You are viewing a plain text version of this content. The canonical link for it is here.
Posted to user@hbase.apache.org by Daisy Zhou <da...@wibidata.com> on 2014/09/16 23:26:26 UTC

Bulk-loading HFiles after table split (on ACL enabled cluster)

Hi,

I can't find mention of this issue on the Jira.  Is it known?  I think that
if a split of the HFiles is required, LoadIncrementalHFiles should create
the new HFiles with the correct permissions to be bulk-loaded. Currently it
just hangs because the permissions are wrong.

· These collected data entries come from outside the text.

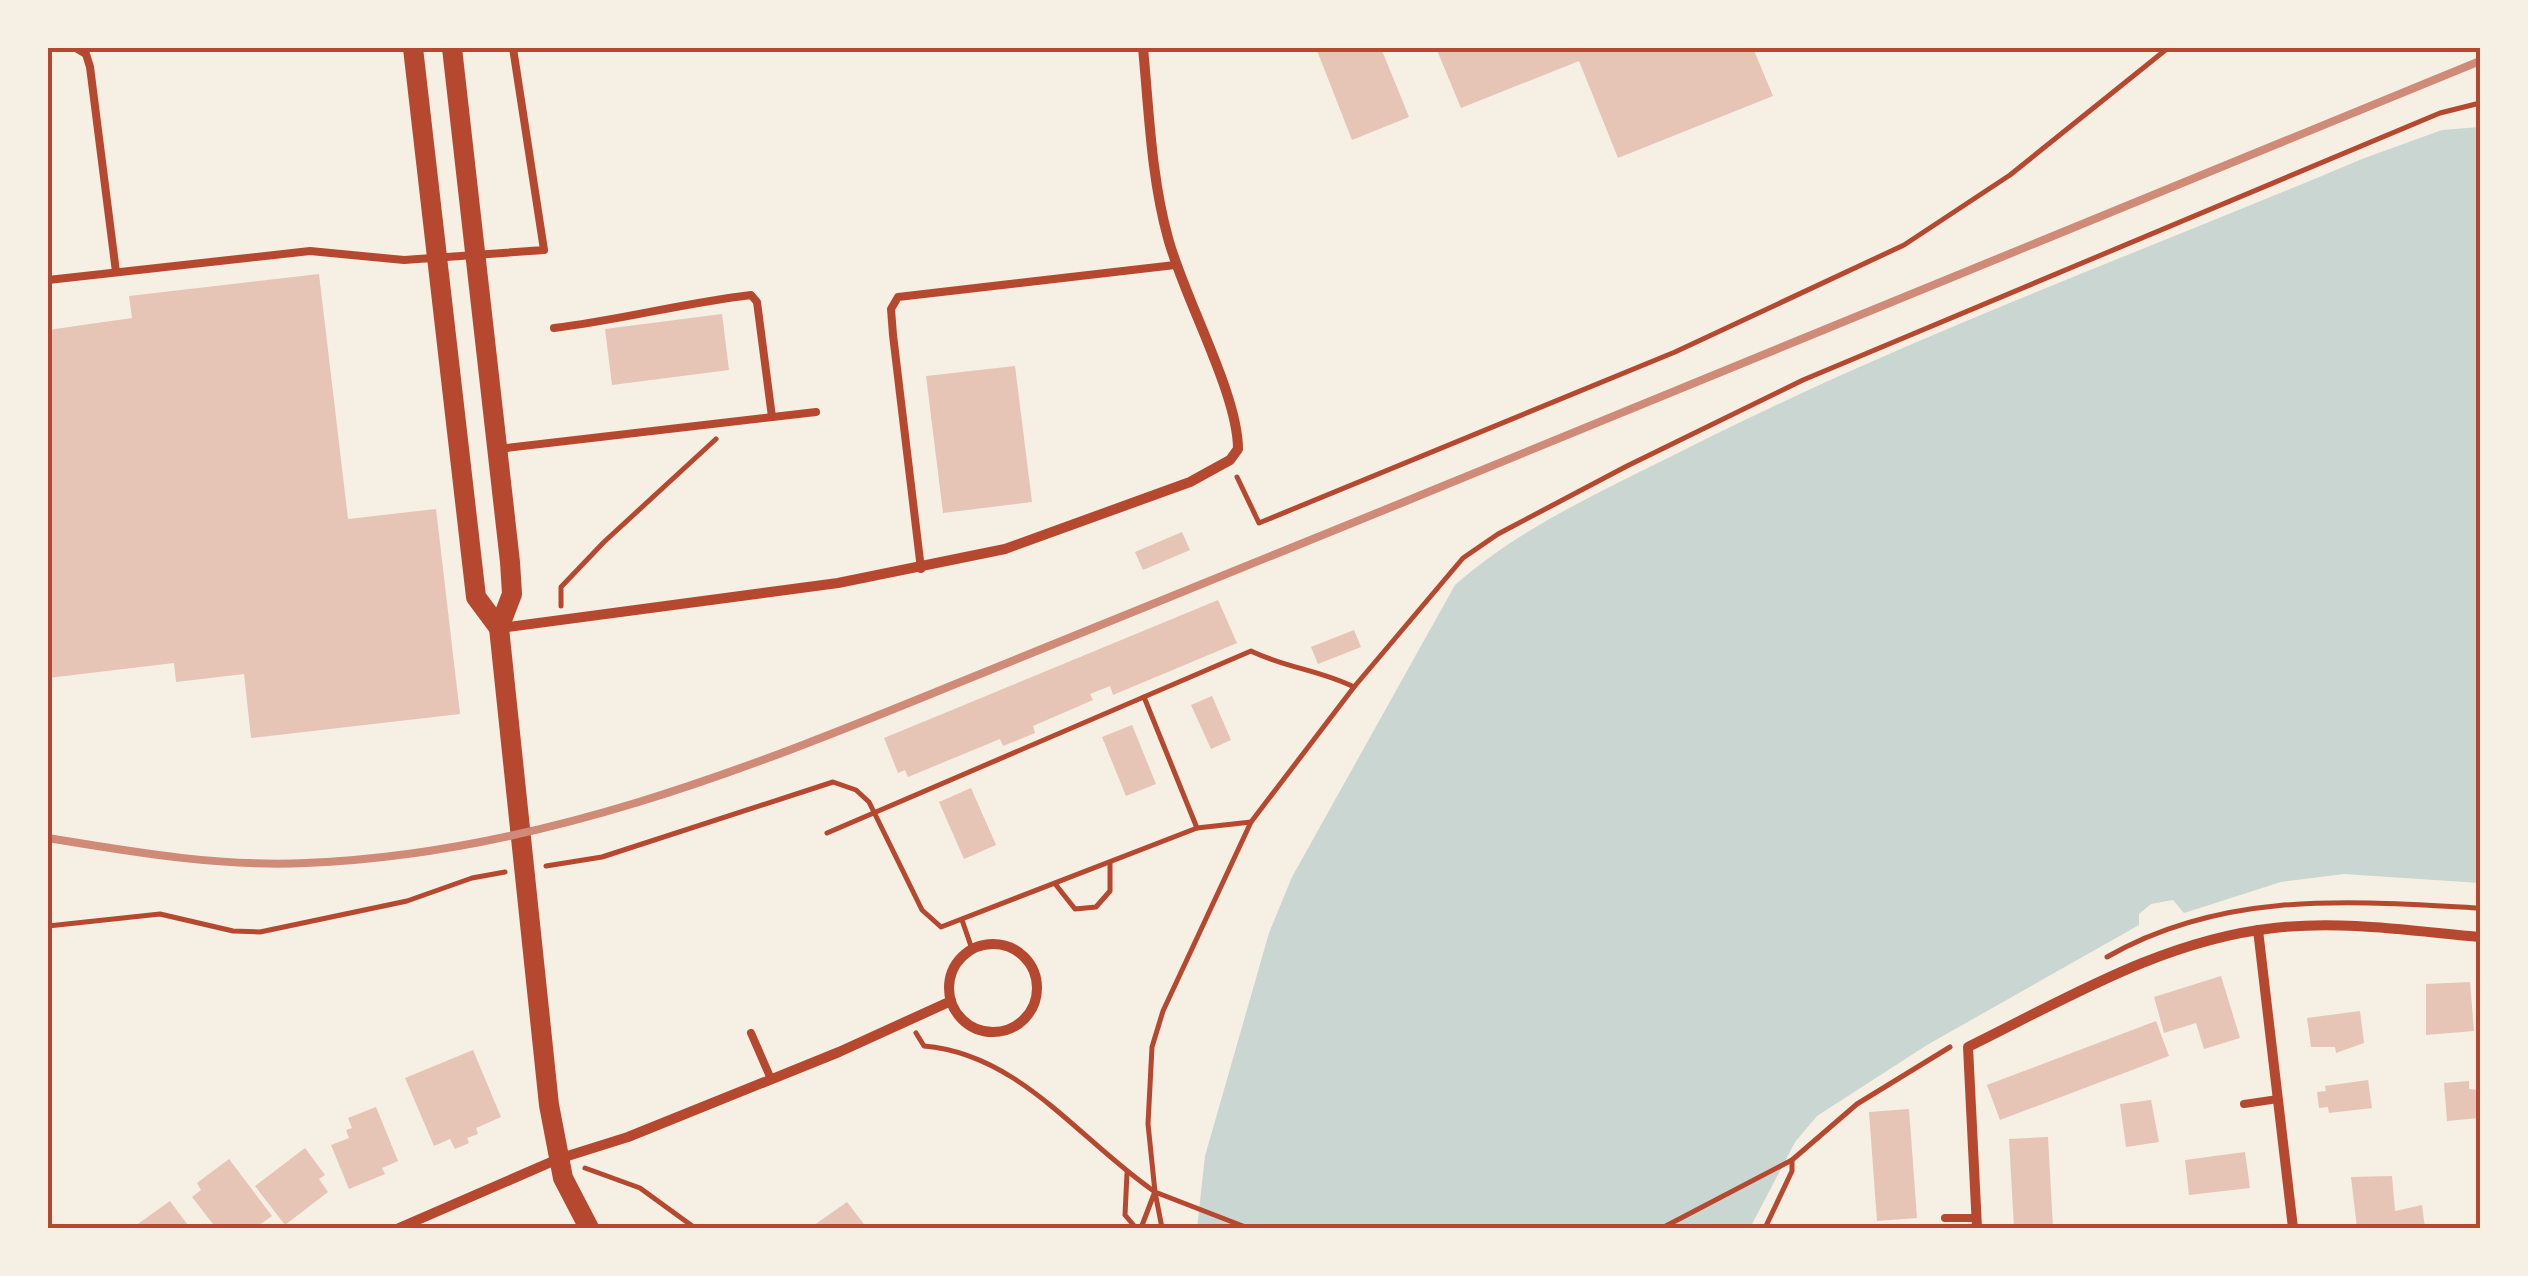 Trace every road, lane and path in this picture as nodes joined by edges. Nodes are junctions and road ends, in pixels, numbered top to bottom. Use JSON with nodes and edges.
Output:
{"nodes":[{"id":1,"x":76,"y":48,"type":"edge"},
{"id":2,"x":413,"y":48,"type":"edge"},
{"id":3,"x":452,"y":48,"type":"edge"},
{"id":4,"x":513,"y":48,"type":"edge"},
{"id":5,"x":1143,"y":48,"type":"edge"},
{"id":6,"x":2168,"y":48,"type":"edge"},
{"id":7,"x":2480,"y":103,"type":"edge"},
{"id":8,"x":475,"y":255,"type":"junction"},
{"id":9,"x":438,"y":258,"type":"junction"},
{"id":10,"x":1176,"y":265,"type":"junction"},
{"id":11,"x":116,"y":272,"type":"junction"},
{"id":12,"x":48,"y":280,"type":"edge"},
{"id":13,"x":554,"y":328,"type":"dead end"},
{"id":14,"x":816,"y":412,"type":"dead end"},
{"id":15,"x":772,"y":417,"type":"junction"},
{"id":16,"x":731,"y":422,"type":"junction"},
{"id":17,"x":497,"y":450,"type":"junction"},
{"id":18,"x":1230,"y":460,"type":"junction"},
{"id":19,"x":921,"y":570,"type":"junction"},
{"id":20,"x":561,"y":620,"type":"junction"},
{"id":21,"x":500,"y":628,"type":"junction"},
{"id":22,"x":1354,"y":687,"type":"junction"},
{"id":23,"x":1144,"y":696,"type":"junction"},
{"id":24,"x":876,"y":814,"type":"junction"},
{"id":25,"x":1251,"y":822,"type":"junction"},
{"id":26,"x":1198,"y":828,"type":"junction"},
{"id":27,"x":827,"y":834,"type":"dead end"},
{"id":28,"x":1110,"y":863,"type":"junction"},
{"id":29,"x":528,"y":869,"type":"dead end"},
{"id":30,"x":509,"y":872,"type":"dead end"},
{"id":31,"x":1056,"y":884,"type":"junction"},
{"id":32,"x":2253,"y":906,"type":"dead end"},
{"id":33,"x":2480,"y":908,"type":"edge"},
{"id":34,"x":962,"y":920,"type":"junction"},
{"id":35,"x":48,"y":926,"type":"edge"},
{"id":36,"x":2258,"y":930,"type":"junction"},
{"id":37,"x":2480,"y":937,"type":"edge"},
{"id":38,"x":972,"y":949,"type":"junction"},
{"id":39,"x":950,"y":1001,"type":"junction"},
{"id":40,"x":910,"y":1022,"type":"junction"},
{"id":41,"x":751,"y":1033,"type":"dead end"},
{"id":42,"x":771,"y":1079,"type":"junction"},
{"id":43,"x":2278,"y":1099,"type":"junction"},
{"id":44,"x":2244,"y":1104,"type":"dead end"},
{"id":45,"x":558,"y":1159,"type":"junction"},
{"id":46,"x":1127,"y":1173,"type":"junction"},
{"id":47,"x":1155,"y":1192,"type":"junction"},
{"id":48,"x":1945,"y":1218,"type":"dead end"},
{"id":49,"x":1976,"y":1223,"type":"edge"},
{"id":50,"x":398,"y":1228,"type":"edge"},
{"id":51,"x":588,"y":1228,"type":"edge"},
{"id":52,"x":695,"y":1228,"type":"edge"},
{"id":53,"x":1139,"y":1228,"type":"edge"},
{"id":54,"x":1162,"y":1228,"type":"edge"},
{"id":55,"x":1248,"y":1228,"type":"edge"},
{"id":56,"x":1662,"y":1228,"type":"edge"},
{"id":57,"x":1764,"y":1228,"type":"edge"},
{"id":58,"x":2293,"y":1228,"type":"edge"}],
"edges":[{"from":1,"to":11,"type":"lane"},
{"from":2,"to":9,"type":"main road"},
{"from":3,"to":8,"type":"main road"},
{"from":4,"to":8,"type":"lane"},
{"from":5,"to":10,"type":"street"},
{"from":6,"to":18,"type":"path"},
{"from":7,"to":22,"type":"path"},
{"from":8,"to":9,"type":"lane"},
{"from":8,"to":17,"type":"main road"},
{"from":9,"to":11,"type":"lane"},
{"from":9,"to":21,"type":"main road"},
{"from":10,"to":18,"type":"street"},
{"from":10,"to":19,"type":"lane"},
{"from":11,"to":12,"type":"lane"},
{"from":13,"to":15,"type":"lane"},
{"from":14,"to":15,"type":"lane"},
{"from":15,"to":16,"type":"lane"},
{"from":16,"to":17,"type":"lane"},
{"from":16,"to":20,"type":"path"},
{"from":17,"to":21,"type":"main road"},
{"from":18,"to":19,"type":"street"},
{"from":19,"to":20,"type":"street"},
{"from":20,"to":21,"type":"street"},
{"from":21,"to":45,"type":"main road"},
{"from":22,"to":23,"type":"path"},
{"from":22,"to":25,"type":"path"},
{"from":23,"to":24,"type":"path"},
{"from":23,"to":26,"type":"path"},
{"from":24,"to":27,"type":"path"},
{"from":24,"to":29,"type":"path"},
{"from":24,"to":34,"type":"path"},
{"from":25,"to":26,"type":"path"},
{"from":25,"to":47,"type":"path"},
{"from":26,"to":28,"type":"path"},
{"from":28,"to":31,"type":"path"},
{"from":28,"to":31,"type":"path"},
{"from":30,"to":35,"type":"path"},
{"from":31,"to":34,"type":"path"},
{"from":32,"to":33,"type":"path"},
{"from":34,"to":38,"type":"path"},
{"from":36,"to":37,"type":"street"},
{"from":36,"to":43,"type":"street"},
{"from":36,"to":49,"type":"street"},
{"from":38,"to":39,"type":"street"},
{"from":38,"to":39,"type":"street"},
{"from":39,"to":40,"type":"street"},
{"from":40,"to":42,"type":"street"},
{"from":40,"to":46,"type":"path"},
{"from":41,"to":42,"type":"lane"},
{"from":42,"to":45,"type":"street"},
{"from":43,"to":44,"type":"lane"},
{"from":43,"to":58,"type":"street"},
{"from":45,"to":50,"type":"street"},
{"from":45,"to":51,"type":"main road"},
{"from":45,"to":52,"type":"path"},
{"from":46,"to":47,"type":"path"},
{"from":46,"to":53,"type":"path"},
{"from":47,"to":53,"type":"path"},
{"from":47,"to":54,"type":"path"},
{"from":47,"to":55,"type":"path"},
{"from":48,"to":49,"type":"lane"},
{"from":56,"to":57,"type":"path"}]}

Here is how I reproduce my issue:

On a cluster with ACL enabled, I generate HFiles for a bulk-load, then
*force a table split*, and then attempt to bulk-load the HFiles.  The
bulk-load hangs (similar to when the hfiles' directory is not chown'ed
properly):

14/09/15 15:44:41 INFO
org.apache.hadoop.hbase.mapreduce.LoadIncrementalHFiles: Trying to
load hfile=hdfs://bento:8020/user/daisy/kiji-mr-tutorial/hfile-output/part-r-00000.hfile/B/00000
first=\x00fs\xC0song-32\x00 last=\xFEI\x99~song-44\x0014/09/15
15:44:41 INFO org.apache.hadoop.hbase.mapreduce.LoadIncrementalHFiles:
HFile at hdfs://bento:8020/user/daisy/kiji-mr-tutorial/hfile-output/part-r-00000.hfile/B/00000
no longer fits inside a single region. Splitting...14/09/15 15:44:42
INFO org.apache.hadoop.hbase.mapreduce.LoadIncrementalHFiles:
Successfully split into new HFiles
hdfs://bento:8020/user/daisy/kiji-mr-tutorial/hfile-output/part-r-00000.hfile/B/_tmp/kiji.kiji_music.table.songs,1.bottom
and hdfs://bento:8020/user/daisy/kiji-mr-tutorial/hfile-output/part-r-00000.hfile/B/_tmp/kiji.kiji_music.table.songs,1.top14/09/15
15:44:42 INFO org.apache.hadoop.hbase.mapreduce.LoadIncrementalHFiles:
Split occured while grouping HFiles, retry attempt 1 with 2 files
remaining to group or split
14/09/15 15:44:42 INFO
org.apache.hadoop.hbase.mapreduce.LoadIncrementalHFiles: Trying to
load hfile=hdfs://bento:8020/user/daisy/kiji-mr-tutorial/hfile-output/part-r-00000.hfile/B/_tmp/kiji.kiji_music.table.songs,1.top
first=c\xA8\x0D\x81song-9\x00 last=\xFEI\x99~song-44\x0014/09/15
15:44:42 INFO org.apache.hadoop.hbase.mapreduce.LoadIncrementalHFiles:
Trying to load hfile=hdfs://bento:8020/user/daisy/kiji-mr-tutorial/hfile-output/part-r-00000.hfile/B/_tmp/kiji.kiji_music.table.songs,1.bottom
first=\x00fs\xC0song-32\x00 last=^49\xDEsong-13\x00


If I chmod -R 777 the directory and try again, the bulk load completes
successfully.


Daisy

Re: Bulk-loading HFiles after table split (on ACL enabled cluster)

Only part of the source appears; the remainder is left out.